[Stored items]
-- Opening Marker --
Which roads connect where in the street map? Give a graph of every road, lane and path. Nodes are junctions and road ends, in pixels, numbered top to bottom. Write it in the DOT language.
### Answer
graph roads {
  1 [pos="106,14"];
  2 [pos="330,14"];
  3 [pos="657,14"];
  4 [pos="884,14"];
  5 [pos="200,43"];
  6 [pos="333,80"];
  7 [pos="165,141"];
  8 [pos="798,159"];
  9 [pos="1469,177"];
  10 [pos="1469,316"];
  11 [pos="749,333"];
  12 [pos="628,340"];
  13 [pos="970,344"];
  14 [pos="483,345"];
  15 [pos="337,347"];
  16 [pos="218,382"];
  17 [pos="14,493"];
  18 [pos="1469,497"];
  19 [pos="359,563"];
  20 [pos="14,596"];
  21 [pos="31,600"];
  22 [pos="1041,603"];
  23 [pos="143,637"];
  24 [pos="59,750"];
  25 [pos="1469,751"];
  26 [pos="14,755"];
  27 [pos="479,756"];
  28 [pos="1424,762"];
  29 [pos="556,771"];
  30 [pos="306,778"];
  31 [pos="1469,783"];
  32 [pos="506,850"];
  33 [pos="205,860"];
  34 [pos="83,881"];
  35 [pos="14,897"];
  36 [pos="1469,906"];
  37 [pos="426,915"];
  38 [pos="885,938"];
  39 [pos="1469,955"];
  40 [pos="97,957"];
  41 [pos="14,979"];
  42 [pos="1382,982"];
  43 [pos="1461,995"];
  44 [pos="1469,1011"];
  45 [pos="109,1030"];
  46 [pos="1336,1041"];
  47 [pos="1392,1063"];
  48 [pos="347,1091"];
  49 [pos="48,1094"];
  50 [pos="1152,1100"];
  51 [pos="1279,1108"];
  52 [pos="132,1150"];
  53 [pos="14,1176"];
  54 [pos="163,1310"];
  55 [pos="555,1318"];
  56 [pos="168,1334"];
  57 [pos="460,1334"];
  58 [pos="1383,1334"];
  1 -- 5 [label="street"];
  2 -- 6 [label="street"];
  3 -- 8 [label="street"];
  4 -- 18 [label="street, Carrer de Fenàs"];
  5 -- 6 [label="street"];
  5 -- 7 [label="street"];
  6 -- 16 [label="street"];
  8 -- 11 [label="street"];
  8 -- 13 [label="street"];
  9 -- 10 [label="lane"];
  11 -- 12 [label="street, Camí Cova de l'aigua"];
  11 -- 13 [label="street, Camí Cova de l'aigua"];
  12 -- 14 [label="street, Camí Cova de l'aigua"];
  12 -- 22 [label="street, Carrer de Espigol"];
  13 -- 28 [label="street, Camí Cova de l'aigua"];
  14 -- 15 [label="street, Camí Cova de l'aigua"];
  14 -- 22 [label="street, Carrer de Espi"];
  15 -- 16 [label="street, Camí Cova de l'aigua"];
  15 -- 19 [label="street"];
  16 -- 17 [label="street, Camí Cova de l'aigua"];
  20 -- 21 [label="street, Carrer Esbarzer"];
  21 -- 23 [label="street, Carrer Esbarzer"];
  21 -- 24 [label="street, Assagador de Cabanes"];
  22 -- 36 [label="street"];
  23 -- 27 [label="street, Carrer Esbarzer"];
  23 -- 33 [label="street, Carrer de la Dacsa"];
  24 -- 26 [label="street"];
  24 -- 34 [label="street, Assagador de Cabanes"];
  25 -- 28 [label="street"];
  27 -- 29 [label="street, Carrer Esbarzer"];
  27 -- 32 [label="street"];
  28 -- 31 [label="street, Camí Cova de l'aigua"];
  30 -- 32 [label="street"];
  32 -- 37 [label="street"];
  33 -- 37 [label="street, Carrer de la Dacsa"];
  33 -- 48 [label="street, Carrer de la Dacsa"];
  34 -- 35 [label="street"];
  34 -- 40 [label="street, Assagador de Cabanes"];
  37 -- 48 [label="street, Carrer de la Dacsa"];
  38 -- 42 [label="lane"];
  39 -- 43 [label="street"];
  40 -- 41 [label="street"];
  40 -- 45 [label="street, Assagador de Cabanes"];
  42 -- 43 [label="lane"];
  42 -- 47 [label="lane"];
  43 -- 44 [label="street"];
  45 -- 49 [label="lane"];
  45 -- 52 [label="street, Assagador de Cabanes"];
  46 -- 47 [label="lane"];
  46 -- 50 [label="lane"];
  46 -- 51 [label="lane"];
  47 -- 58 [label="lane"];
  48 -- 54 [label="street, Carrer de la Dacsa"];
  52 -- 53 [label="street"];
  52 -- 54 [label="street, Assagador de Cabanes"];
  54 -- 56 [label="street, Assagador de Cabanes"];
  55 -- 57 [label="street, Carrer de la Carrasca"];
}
-- Closing Marker --
Each line above that contains the word "Dacsa" must be copied.

- **Answer to the exercise**:
  23 -- 33 [label="street, Carrer de la Dacsa"];
  33 -- 37 [label="street, Carrer de la Dacsa"];
  33 -- 48 [label="street, Carrer de la Dacsa"];
  37 -- 48 [label="street, Carrer de la Dacsa"];
  48 -- 54 [label="street, Carrer de la Dacsa"];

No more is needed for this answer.